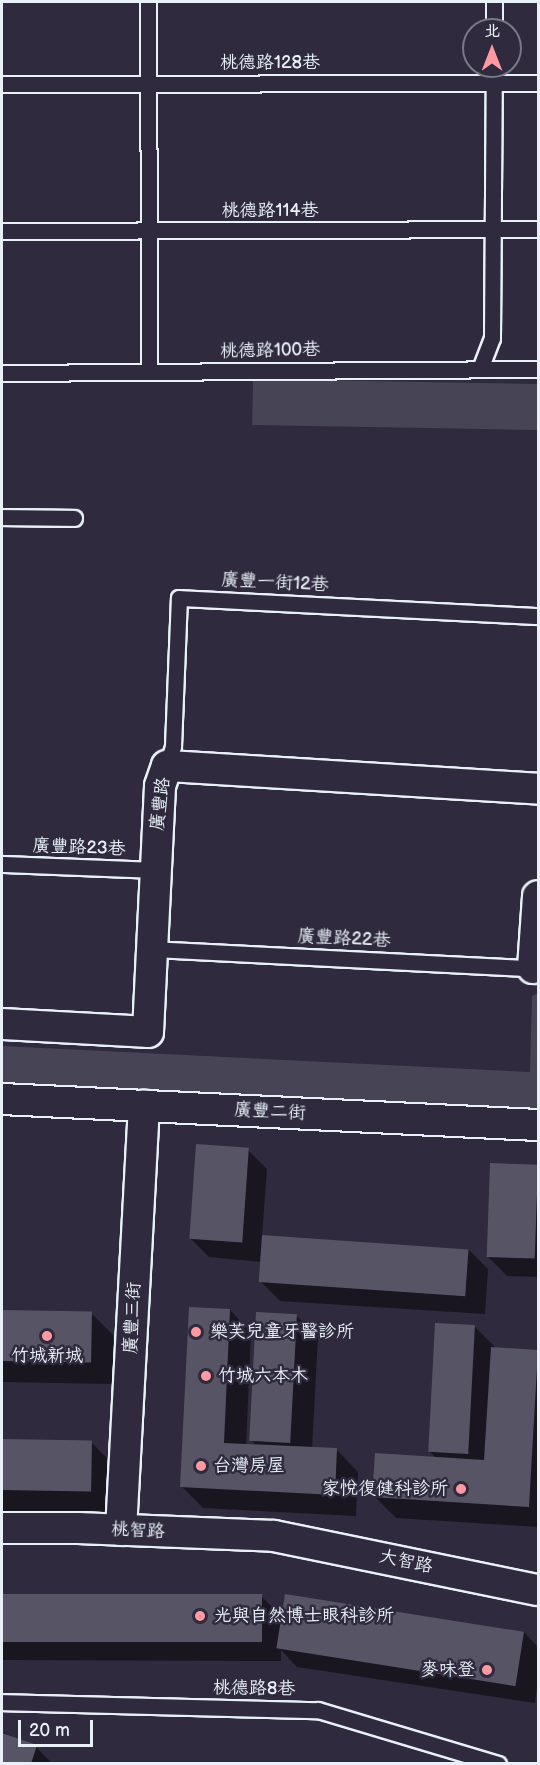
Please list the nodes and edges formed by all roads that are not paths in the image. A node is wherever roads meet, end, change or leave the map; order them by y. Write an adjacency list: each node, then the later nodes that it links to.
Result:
1 (148, 2): 6 (lane)
2 (494, 2): 3 (lane)
3 (494, 18)
4 (493, 78): 5 (lane)
5 (493, 82): 6 (lane, 桃德路128巷); 7 (lane, 桃德路128巷); 9 (lane)
6 (150, 83): 8 (lane, 桃德路128巷); 12 (lane)
7 (538, 83)
8 (2, 84)
9 (493, 229): 10 (lane, 桃德路114巷); 12 (lane, 桃德路114巷); 13 (lane)
10 (538, 229)
11 (2, 231): 12 (lane, 桃德路114巷)
12 (148, 231): 15 (lane)
13 (480, 369): 14 (lane, 桃德路100巷); 15 (lane, 桃德路100巷)
14 (538, 369)
15 (149, 372): 16 (lane, 桃德路100巷)
16 (2, 373)
17 (2, 517): 18 (lane)
18 (74, 518)
19 (538, 616): 20 (lane, 廣豐一街12巷)
20 (166, 766): 21 (street, 廣豐路); 23 (street, 廣豐路)
21 (538, 789)
22 (2, 864): 23 (lane, 廣豐路23巷)
23 (155, 870): 25 (street, 廣豐路)
24 (538, 896): 26 (street)
25 (152, 949): 26 (lane, 廣豐路22巷); 27 (street, 廣豐路)
26 (533, 968)
27 (2, 1024)
28 (2, 1099): 29 (street, 廣豐二街)
29 (144, 1106): 30 (street, 廣豐二街); 32 (street, 廣豐三街)
30 (538, 1125)
31 (2, 1528): 32 (street, 桃智路)
32 (121, 1530): 33 (street, 桃智路)
33 (274, 1536): 34 (street, 大智路)
34 (538, 1590)
35 (2, 1702): 36 (lane, 桃德路8巷)
36 (498, 1764)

• Exercise objective: Looking only at the lines of the material above, count those containing "廣豐二街" and give that number by itself.

• Result of the task: 2